Supongo que tener un bebé – a través de éstas palabras, Kagome pudo sentir la emoción de Inuyasha, también era algo totalmente inesperado para él, estaba feliz. El corazón de ella estaba a punto de estallar de felicidad, pero también de incertidumbre por el futuro que les esperaba.

Inuyasha tomó el rostro de su compañera en sus manos y la besó tiernamente. La besó en las mejillas, en los párpados, en la nariz, hasta llegar nuevamente a su boca.

¿No tienes miedo Inuyasha?

Ustedes dos son lo más importante de mi vida. Te amo.

Era eso lo que necesitaba oír. Aunque la situación la asustaba terriblemente, sabía que Inuyasha estaba a su lado.
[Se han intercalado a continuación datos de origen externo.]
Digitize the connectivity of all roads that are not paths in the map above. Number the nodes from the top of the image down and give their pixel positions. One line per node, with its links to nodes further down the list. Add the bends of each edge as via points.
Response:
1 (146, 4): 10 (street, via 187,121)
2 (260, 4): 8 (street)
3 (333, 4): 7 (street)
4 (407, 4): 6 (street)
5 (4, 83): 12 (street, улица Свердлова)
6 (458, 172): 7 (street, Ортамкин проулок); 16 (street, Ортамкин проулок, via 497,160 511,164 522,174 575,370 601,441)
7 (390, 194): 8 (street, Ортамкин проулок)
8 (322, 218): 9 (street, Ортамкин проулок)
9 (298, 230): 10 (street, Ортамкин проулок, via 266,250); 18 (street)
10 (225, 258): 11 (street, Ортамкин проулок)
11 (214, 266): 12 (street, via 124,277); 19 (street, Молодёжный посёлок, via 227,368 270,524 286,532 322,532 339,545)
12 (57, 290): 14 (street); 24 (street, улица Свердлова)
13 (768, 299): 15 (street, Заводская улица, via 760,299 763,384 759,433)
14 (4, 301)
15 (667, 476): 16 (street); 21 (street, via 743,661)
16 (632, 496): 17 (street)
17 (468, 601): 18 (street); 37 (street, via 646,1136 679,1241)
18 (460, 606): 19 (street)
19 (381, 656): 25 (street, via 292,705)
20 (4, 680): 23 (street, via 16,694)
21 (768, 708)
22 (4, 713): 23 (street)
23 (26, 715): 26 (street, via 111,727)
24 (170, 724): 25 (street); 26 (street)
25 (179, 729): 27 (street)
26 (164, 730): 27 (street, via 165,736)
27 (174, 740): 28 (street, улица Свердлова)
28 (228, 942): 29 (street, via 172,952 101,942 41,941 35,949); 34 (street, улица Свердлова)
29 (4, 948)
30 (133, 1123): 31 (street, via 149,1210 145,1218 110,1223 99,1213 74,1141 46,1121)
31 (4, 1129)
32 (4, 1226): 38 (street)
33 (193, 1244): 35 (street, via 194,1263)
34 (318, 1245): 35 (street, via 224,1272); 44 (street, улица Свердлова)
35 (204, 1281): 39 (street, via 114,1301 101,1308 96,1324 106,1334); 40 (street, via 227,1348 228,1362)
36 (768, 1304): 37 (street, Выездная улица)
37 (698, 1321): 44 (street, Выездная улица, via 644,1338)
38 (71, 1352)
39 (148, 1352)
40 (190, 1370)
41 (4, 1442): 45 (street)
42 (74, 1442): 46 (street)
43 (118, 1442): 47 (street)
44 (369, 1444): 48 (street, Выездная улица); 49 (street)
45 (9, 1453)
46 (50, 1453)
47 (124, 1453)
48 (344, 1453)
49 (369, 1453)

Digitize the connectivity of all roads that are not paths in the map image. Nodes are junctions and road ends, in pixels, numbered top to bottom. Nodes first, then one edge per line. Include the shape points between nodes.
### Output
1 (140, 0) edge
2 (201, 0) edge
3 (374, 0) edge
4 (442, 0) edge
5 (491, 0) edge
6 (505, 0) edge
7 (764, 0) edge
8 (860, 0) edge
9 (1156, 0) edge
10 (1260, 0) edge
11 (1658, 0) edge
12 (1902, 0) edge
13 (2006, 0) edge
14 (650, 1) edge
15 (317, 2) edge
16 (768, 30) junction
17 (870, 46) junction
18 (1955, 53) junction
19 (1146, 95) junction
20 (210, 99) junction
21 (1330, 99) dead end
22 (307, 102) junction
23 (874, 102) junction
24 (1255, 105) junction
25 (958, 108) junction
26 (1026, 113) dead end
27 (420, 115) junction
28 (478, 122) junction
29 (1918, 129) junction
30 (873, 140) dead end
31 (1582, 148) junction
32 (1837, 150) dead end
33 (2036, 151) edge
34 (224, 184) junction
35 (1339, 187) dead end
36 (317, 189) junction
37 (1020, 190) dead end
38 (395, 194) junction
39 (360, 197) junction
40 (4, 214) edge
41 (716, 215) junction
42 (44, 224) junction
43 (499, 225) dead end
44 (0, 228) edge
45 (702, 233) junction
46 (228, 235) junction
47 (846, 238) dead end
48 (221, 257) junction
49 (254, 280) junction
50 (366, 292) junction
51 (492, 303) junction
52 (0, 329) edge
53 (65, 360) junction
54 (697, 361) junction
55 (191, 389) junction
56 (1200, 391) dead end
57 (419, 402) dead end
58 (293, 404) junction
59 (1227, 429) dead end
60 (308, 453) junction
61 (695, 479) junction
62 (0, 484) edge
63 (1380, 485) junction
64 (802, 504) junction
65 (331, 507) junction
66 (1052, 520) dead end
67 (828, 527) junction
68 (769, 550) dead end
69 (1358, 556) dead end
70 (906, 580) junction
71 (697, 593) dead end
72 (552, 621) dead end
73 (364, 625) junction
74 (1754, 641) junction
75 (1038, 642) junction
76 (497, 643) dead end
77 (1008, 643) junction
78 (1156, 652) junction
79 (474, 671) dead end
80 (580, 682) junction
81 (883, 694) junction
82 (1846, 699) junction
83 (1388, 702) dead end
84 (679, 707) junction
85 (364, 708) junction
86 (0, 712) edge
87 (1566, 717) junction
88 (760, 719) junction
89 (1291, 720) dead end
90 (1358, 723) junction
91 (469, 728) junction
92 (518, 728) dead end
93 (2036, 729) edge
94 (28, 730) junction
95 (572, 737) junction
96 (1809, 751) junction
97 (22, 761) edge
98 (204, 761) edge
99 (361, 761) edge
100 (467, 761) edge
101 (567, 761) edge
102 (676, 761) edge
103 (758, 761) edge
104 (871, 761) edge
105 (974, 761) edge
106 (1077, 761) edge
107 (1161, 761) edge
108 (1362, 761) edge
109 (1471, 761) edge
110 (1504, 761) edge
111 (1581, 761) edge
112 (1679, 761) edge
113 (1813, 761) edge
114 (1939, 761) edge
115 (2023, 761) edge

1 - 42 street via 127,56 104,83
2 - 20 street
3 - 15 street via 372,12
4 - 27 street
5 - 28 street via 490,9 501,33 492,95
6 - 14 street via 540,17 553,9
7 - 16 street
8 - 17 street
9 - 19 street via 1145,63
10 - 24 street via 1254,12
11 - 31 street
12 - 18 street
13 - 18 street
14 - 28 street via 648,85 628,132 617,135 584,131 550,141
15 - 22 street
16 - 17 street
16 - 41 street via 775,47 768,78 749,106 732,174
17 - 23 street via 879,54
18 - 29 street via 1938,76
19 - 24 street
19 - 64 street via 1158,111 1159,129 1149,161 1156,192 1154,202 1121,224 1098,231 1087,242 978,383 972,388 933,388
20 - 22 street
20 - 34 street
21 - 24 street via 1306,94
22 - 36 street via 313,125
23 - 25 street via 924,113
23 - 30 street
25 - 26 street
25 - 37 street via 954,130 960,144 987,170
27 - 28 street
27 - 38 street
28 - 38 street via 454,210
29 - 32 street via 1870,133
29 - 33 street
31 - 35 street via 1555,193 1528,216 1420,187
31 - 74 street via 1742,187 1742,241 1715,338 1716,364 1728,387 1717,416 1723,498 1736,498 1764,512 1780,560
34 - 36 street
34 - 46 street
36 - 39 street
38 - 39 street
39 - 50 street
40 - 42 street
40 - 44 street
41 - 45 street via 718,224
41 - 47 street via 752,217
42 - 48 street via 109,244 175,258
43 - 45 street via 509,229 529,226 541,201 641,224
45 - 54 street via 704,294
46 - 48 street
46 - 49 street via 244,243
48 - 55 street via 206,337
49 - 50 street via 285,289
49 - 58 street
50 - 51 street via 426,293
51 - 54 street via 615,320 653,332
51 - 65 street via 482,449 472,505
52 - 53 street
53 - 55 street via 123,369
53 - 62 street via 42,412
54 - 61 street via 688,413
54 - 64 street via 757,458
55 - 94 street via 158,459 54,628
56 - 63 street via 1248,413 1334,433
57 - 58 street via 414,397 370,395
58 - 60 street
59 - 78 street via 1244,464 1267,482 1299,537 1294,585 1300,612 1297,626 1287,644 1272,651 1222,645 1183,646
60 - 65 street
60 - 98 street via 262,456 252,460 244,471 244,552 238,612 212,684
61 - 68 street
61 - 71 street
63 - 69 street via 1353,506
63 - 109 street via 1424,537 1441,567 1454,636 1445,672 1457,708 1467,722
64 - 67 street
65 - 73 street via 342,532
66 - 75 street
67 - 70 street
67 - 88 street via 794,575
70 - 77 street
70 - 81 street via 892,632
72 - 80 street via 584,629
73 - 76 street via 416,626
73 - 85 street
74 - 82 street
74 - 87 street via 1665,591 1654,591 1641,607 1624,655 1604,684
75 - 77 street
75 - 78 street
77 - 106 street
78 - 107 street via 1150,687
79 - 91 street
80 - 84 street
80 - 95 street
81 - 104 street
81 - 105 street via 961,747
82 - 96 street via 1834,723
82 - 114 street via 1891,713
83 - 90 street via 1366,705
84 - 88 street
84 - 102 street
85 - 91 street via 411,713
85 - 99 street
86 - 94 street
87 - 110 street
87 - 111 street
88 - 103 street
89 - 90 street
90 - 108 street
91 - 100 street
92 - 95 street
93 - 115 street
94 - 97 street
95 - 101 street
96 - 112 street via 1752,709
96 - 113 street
Estas temblando, debemos volver a la cabaña.

Ahora que lo mencionas… ¿crees que puedas arreglar el boquete que provoque con el horno? - le dijo mientras caminaban en dirección a la cabaña, después del shock recibido por la noticia estaba recuperándose… además… pensó que si Inuyasha podía hacerse a la idea de tener un bebé ella también sería capaz. Aunque por supuesto no iba a tocarlo hasta que tuviera tres años de edad.

Inuyasha movía la cabeza de un lado a otro, con una sonrisa en sus labios.

¿Qué? ¿Estás leyendo mis pensamientos? Además, es muy justo que tú te ocupes de él hasta que tenga tres años, después yo me haré cargo…

Has dicho "él". ¿Crees que será un niño?

Debe ser un varón. Definitivamente no sabría qué hacer con una niña. Además pobrecita, tú nunca la dejarías que se apartara de tu vista y asustarías a cualquier chico que se acercara a ella.

Un gruñido de protesta salió del pecho de Inuyasha.

¿Lo ves? La sola idea te molesta.

Yo nunca me enojo…

Kagome se colocó delante de él, provocando que se detuviera. Uno de sus brazos de dirigió a su cuello atrayéndolo hacia ella, haciendo que sus senos se recargaran en su musculoso pecho. Lo besó apasionadamente obteniendo una respuesta instantánea de él. Él rodeó su cintura con sus brazos, alzándola del piso poniéndola a su altura.

MMM…. Debemos reparar el boquete de la cabaña – dijo Kagome separándose del delicioso beso que estaba recibiendo.

Si debemos repararla…

¿Por qué siento que hay un "pero" de por medio?

Se debemos repararla pero antes quiero hacerte el amor.

Kagome estaba feliz, estaba al lado del ser que amaba y pronto tendría un hijo. Su hijo.